8 réponses à “A quel point l’immigration nous est-elle bénéfique ?

  1. Je ne me mets pas à la politique … mais à lire !
    :))

  2. Il y a un gros absent dans le billet: Ceux qui ponctionnent le plus aux aides sociales, les électeurs de Christine Boutin!
    C’est des familles moyennes, et nombreuses, donc de gros versements par la CAF et toussa (écoles privées, aides à domiciles, bon vacances, frais rénovations habitat etc….
    Jospin avait voulu faire le ménage et là! Grèves des cathos avec Christine boutin en leader..

    Gros potentiel électoral qui explique l’existence politique de C. Boutin..

    Comme quoi, les p’tits allocataires des banlieues sont de parfaits bouc émissaires …

    Posons les vrais questions!

    • ValLeNain

      Toutes les aides en rapport avec l’éducation et l’enseignement sont un pari sur l’avenir que fait l’Etat sur ses citoyens, en plus d’une des missions qu’il s’est fixé.

      • Donc, il n’y a pas de problème d’immigration en France!!!
        Enfin si l’on considère que l’immigré (ou le Français d’origine étrangère) est citoyen de la République (ou en devenir)…
        Ah, les européens en long séjour en France  »coûtent » en matière d’éducation à l’État français. Ils sont européens!!! C’est peut être ces  »étrangers là » qui coûtent le plus cher, non?
        J’aime bien les  »paris » sur l’avenir…

        • ValLeNain

          Pourquoi ? Ce ne sont pas dans les caisses pour les aides à l’éducation qu’il y a des problèmes, ce sont dans les autres, et dans ces autres, les immigrés sont très représentés. Ne voulant pas me faire cataloguer d’office dans un parti qui ne me représente pas, je n’irai pas plus loin, mais il y a des questions à se poser.

  3. J’ajouterai que c’est bien beau de faire entrer 180 000 personnes en France, si on ne construit pas assez de logements pour eux, c’est inutile: 150 000 seulement.
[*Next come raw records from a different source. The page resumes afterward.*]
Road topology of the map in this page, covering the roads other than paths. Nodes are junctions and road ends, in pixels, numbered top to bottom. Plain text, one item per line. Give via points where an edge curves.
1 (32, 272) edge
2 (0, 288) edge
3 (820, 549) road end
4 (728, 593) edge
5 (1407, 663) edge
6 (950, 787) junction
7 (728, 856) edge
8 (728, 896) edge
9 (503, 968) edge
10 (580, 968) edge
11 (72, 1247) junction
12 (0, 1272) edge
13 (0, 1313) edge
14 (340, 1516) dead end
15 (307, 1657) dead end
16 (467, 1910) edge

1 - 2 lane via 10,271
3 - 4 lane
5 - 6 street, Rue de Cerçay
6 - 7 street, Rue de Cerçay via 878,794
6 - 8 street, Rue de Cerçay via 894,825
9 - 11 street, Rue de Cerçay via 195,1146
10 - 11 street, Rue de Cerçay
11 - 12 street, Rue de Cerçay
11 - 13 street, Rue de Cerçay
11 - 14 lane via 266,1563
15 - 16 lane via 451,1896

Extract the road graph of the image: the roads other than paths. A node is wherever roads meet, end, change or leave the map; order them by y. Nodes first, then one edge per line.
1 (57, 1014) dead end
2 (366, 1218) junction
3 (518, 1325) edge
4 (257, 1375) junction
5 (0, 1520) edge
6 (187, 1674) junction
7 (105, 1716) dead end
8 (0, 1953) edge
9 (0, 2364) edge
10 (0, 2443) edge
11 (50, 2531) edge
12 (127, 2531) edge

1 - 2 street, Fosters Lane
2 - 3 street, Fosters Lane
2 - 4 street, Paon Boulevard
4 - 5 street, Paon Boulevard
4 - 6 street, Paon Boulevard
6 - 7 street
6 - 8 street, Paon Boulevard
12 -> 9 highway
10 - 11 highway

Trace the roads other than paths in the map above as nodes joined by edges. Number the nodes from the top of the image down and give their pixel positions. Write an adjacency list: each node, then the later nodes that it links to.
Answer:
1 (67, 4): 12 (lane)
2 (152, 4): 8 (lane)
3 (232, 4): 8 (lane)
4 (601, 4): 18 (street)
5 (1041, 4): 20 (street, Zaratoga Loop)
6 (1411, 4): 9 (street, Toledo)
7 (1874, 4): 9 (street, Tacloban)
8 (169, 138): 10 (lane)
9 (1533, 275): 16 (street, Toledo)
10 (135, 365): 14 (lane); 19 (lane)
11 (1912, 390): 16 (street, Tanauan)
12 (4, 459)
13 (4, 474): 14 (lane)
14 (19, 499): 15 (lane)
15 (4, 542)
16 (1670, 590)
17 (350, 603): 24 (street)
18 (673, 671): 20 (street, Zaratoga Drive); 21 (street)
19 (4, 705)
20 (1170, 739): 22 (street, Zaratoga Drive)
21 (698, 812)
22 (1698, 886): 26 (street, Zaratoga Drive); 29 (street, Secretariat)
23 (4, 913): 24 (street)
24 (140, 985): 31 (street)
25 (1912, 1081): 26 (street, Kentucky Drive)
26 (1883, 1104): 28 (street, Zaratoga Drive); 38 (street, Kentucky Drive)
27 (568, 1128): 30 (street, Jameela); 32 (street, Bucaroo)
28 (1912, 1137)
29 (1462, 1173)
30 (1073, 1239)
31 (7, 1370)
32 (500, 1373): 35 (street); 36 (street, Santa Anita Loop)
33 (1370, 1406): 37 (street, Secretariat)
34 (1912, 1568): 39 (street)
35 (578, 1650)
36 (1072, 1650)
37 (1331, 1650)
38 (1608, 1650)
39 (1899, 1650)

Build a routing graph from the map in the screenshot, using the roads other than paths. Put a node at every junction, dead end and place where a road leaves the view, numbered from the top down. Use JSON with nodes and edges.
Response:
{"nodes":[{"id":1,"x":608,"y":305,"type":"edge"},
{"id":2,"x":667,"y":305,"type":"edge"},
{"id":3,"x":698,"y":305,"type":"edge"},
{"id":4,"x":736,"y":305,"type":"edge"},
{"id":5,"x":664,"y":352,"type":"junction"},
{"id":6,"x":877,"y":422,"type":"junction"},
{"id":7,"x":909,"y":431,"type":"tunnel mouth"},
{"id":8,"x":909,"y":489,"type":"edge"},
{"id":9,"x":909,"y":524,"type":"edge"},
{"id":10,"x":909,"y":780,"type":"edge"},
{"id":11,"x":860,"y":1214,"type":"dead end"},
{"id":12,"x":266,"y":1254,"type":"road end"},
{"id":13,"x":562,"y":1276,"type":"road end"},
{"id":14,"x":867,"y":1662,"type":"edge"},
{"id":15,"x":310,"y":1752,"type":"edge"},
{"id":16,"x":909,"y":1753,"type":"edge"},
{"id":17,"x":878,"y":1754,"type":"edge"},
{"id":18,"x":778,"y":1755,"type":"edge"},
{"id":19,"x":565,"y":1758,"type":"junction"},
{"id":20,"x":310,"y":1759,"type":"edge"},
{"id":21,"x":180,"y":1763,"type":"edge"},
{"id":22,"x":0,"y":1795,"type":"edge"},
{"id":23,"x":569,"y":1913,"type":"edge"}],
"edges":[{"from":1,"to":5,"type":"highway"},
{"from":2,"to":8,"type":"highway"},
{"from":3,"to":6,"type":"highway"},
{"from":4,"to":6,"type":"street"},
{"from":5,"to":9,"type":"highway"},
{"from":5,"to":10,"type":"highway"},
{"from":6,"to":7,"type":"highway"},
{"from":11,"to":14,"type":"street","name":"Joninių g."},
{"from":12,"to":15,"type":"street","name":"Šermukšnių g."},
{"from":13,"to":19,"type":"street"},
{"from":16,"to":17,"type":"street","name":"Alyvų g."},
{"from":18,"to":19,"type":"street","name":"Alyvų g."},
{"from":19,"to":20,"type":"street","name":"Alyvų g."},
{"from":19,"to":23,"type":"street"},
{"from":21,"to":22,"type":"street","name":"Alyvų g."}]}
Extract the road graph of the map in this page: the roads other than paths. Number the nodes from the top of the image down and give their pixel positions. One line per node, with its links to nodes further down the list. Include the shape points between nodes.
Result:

    Sans compter l’argument Lepeniste par excellence: avec 10% de chômeurs en France, ne devrais-t’on pas déjà donner du boulot à ceux qui sont là avant ceux qui arrivent? Et s’il manque du personnel dans une certaine qualification, former ce personnel à partir du vivier de nos frontières?

    Je ne suis pas Frontiste du tout, mais je dois avouer qu’il est difficile de réfuter cet argument, d’autant que des pays comme le Canada, comme tu l’a dit, pratiquent l’immigration régulée et que ça ne choque PERSONNE !

    • Le travail n’est pas un « gâteau » à quantité limitée, qu’il faut diviser en tranches. Les immigrés ne mangent pas des parts du gâteau. Chaque emploi donné n’est pas un emploi en moins, mais contribue à la création de nouveaux emplois. Surtout quand les immigrés ne jouent pas sur le même terrain, en terme de travail, que les autres Français.

      Désolé si ce n’est pas très clair, mais l’essentiel est dit.

      L’expression « non-communautaires » me fait penser à l’Italien. En Italien, on ne parle quasiment pas d' »immigrés », mais d' »extracommunautaires », expression qui fait référence aux immigrés en provenance de pays n’appartenant pas à Schengen.

      • ValLeNain

        @Alexandre : donc non-communautaires voudrait dire qu’on ne compte pas ceux qui étaient déjà dans l’espace Shengen ? Ça se tiendrait mais là encore, les immigrés ayant transités par un pays de l’UE en font-ils partie ?

        @Homer : comme l’article le disait, l’argument lepeniste par excellence tombe un peu à l’eau car comme le dit Alexandre, l’emploi n’est pas vraiment un gâteau dont on prend des parts (même si j’ai toujours du mal à comprendre qu’en employant des gens, on crée encore de l’emploi). Après je suis d’accord avec toi que je serais pour essayer de former un maximum nos chômeurs pour qu’ils trouvent du boulot dans les domaines où on a besoin d’eux (puisque les citoyens sont ceux qui attendent le plus légitimement l’aide de l’Etat), et que le système du Canada n’est à mon avis pas une mauvaise idée. On connait des problèmes de chômage, des problème de logement, et on continue à faire entrer en masse des immigrés qui ne pourront pas pallier ces problèmes, voire les accentueront.